"Evans, Tabor - Longarm 222 - Longarm and the Backwoods Baroness" - читать интересную книгу автора (Evans Tabor)


"That's right. Matt Kinsman was one of the first ranchers in these
parts. Still has one of the biggest and best spreads." The clerk looked
over at Longarm and added curiously, "Say, you're just full of questions,
aren't you, mister?"

That was just the reaction Longarm had hoped to avoid by leaving the
station when he had. He hadn't counted on the blasted clerk following him.
Still, he had gotten some more information out of the fellow, who flapped
his gums like he hadn't seen another human being in a month of Sundays and
was desperate to talk.

Longarm shrugged casually. "I like to know what's going on in a place
when I come to visit," he said. "Been a while since I've had a riding job.
Might just pay a visit to this fella Kinsman."

The clerk looked askance at him. "You don't look much like a cowboy
in that town suit."

"Oh, these are just my go-to-meetin' duds. My range clothes are in my
warbag."

The spring wagon from the Diamond K rattled away as Longarm made his
excuses to the clerk. Several of the cowboys were riding on the wagon with
the young woman; the rest of the bunch trailed it on horseback.

"Don't know if Matt Kinsman's hiring or not," said the clerk, rubbing
his jaw in thought. "Like I told you, he's still got a good spread, but
times are a little tight for him right now.

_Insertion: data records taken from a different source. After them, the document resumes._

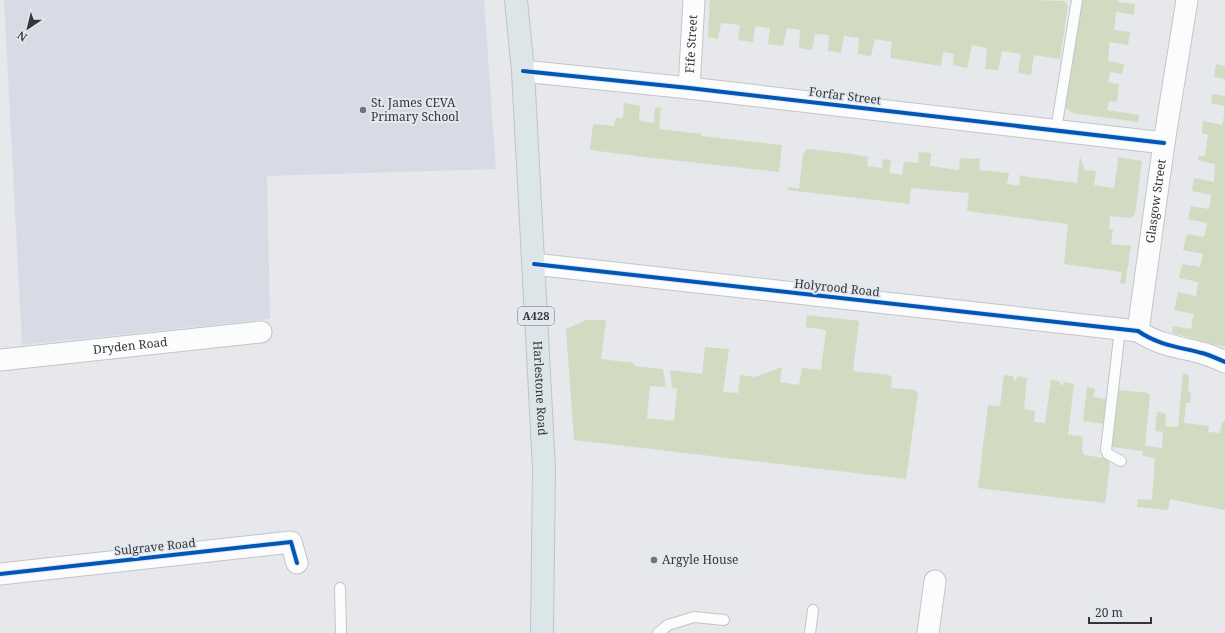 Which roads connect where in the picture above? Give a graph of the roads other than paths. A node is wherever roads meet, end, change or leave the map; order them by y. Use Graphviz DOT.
graph roads {
  1 [pos="516,0"];
  2 [pos="694,0"];
  3 [pos="1077,0"];
  4 [pos="1187,0"];
  5 [pos="523,71"];
  6 [pos="689,88"];
  7 [pos="1056,130"];
  8 [pos="1164,143"];
  9 [pos="534,264"];
  10 [pos="1129,330"];
  11 [pos="261,332"];
  12 [pos="0,360"];
  13 [pos="1225,363"];
  14 [pos="1121,461"];
  15 [pos="297,563"];
  16 [pos="0,574"];
  17 [pos="935,580"];
  18 [pos="340,588"];
  19 [pos="812,610"];
  20 [pos="724,620"];
  21 [pos="341,633"];
  22 [pos="542,633"];
  23 [pos="658,633"];
  24 [pos="810,633"];
  25 [pos="928,633"];
  1 -- 5 [label="main road, Harlestone Road / A428"];
  2 -- 6 [label="street, Fife Street"];
  3 -- 7 [label="lane"];
  4 -- 8 [label="street, Glasgow Street"];
  5 -- 6 [label="street, Forfar Street"];
  5 -- 9 [label="main road, Harlestone Road / A428"];
  6 -- 7 [label="street, Forfar Street"];
  7 -- 8 [label="street, Forfar Street"];
  8 -- 10 [label="street, Glasgow Street"];
  9 -- 10 [label="street, Holyrood Road"];
  9 -- 22 [label="main road, Harlestone Road / A428"];
  10 -- 13 [label="street"];
  10 -- 14 [label="lane"];
  11 -- 12 [label="street, Dryden Road"];
  15 -- 16 [label="street, Sulgrave Road"];
  17 -- 25 [label="street"];
  18 -- 21 [label="lane"];
  19 -- 24 [label="lane"];
  20 -- 23 [label="lane"];
}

He lost some cows to rustlers
not long ago, then lost some more when he had a well go bad. Course, to
hear Kinsman tell it, somebody poisoned that well, but I can't think of
anybody around here who'd do a low-down thing like that."

What about those lumberjacks? Longarm asked himself.

There was bad blood between the two groups; he had caught on to that
fact within moments of arriving there in Timber City. If he was going to
lean toward the Diamond K punchers as likely suspects in the trouble to hit
the Mcentire lumber camp, wasn 't it just as fair to think that maybe the
lumberjacks had something to do with Kinsman's problems?

No matter how you looked at it, the whole thing had the makings of a
pure-dee mess. And he was going to have to sort it out as quickly as he
could, because Uncle Sam had money riding on the Mcentire Timber Company.

"I'll probably talk to Kinsman anyway, can't hurt," Longarm commented
to the clerk. Then, with another casual wave, he set off down the street
toward the hotel. This time, the clerk didn't follow, as Longarm saw with
a glance behind him, and he was grateful for that.